HOUSTON: The Astros demoted closer Ken Giles, who had 34 saves in 2017 and a rough postseason, to Triple-A Fresno. He wasn’t pitching well (4.99 ERA), had lost his closer’s role a month ago and had a tense relationship with Astros manager A.J. Hinch. A year ago, the Astros and the Orioles had a deal worked out that would have sent Britton to Houston for the final two months. This time, the scenario in Houston is different. Do the Astros need a closer? Hector Rondon, who has 84 career saves, mostly with the Cubs, has 44 strikeouts and 10 walks in 33 1/3 innings this season. The setup crew includes lefty Tony Sipp and righties Chris Devenski, Will Harris and Collin McHugh. McHugh is a former starter who has adjusted well to the bullpen with 6-to-1 strikeout-to-walk ratio. And like last season when they won the World Series, the Astros aren’t afraid to move a starter to the bullpen for October. This year, assuming the Astros make it to the postseason, starter Lance McCullers will join the bullpen.
CLEVELAND: The Indians are going to win their division, bad bullpen or not. But the bullpen they currently have doesn’t look as if he can dominate in October. Andrew Miller is out with a knee injury and will return after the All-Star break, so that’s going to help. But he can’t do it all alone. The Indians rotation is strong. Their offense is fine, but will their bullpen cost them a chance to go to the World Series?

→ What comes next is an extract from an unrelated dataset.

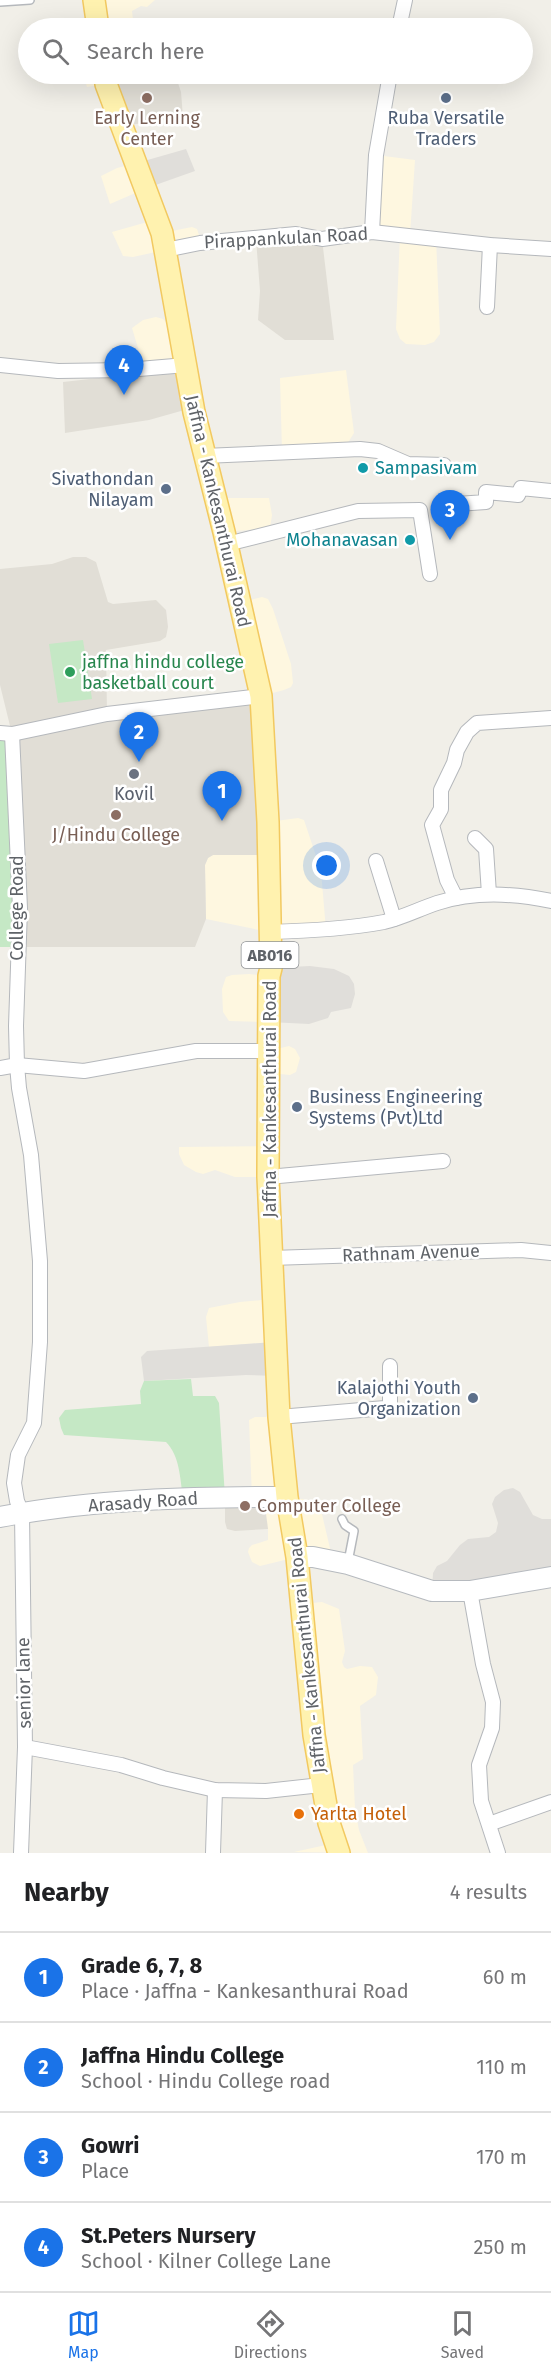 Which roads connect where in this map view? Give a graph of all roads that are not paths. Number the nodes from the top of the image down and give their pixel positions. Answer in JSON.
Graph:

PHILADELPHIA: The rebuilding Phillies are ahead of schedule as far as contention, but they are trying to win the National League East with a bullpen-by-committee approach and rookie manager Gabe Kapler is reluctant to establish traditional roles for his bullpen pitchers. Still, if the Phillies acquired Britton, they likely would make him a closer. The Phillies’ best reliever is Seranthony Domínguez, a power pitcher with a strong slider who has been used in various roles and multiple innings. But while is stuff is good, he’s still only 23. Former Oriole Tommy Hunter has been so-so. Pat Neshek is coming off the disabled list, so that could help. And, the Phillies have also used Edubray Ramos and Victor Arano. The Phillies need a bat, and that’s why Machado’s name keeps coming up in Philadelphia, but the Phillies are probably more likely to trade for Britton or Brach.
ATLANTA: The Braves are in a predicament: They are contending. Their rotation is young and they have only three reliable pitchers - Arodys Vizcaíno, A.J. Minter and Jesse Biddle - in the bullpen, not enough to bail out the troubles in the rotation. So if the Braves trade for Britton, do they do it at the risk of trading prospect starters and slowing rebuilding? The Braves might have to use one of their starter prospects as a reliever if they don’t fade in the NL East.
BOSTON: The Red Sox are on cruise control in the AL East, but they would like to add to their setup crew, so that’s why they are connected to Britton and Brach. Craig Kimbrel is the closer and he’s eligible for free agency after the season. Joe Kelly is the main setup guy. The Red Sox would prefer trading for a reliever that could keep long-term - either Barraclough or Steckenrider of the Marlins would fit that scenario - but the Marlins’ asking price for either of those guys will be enormous. Britton in a Red Sox uniform? Who knows?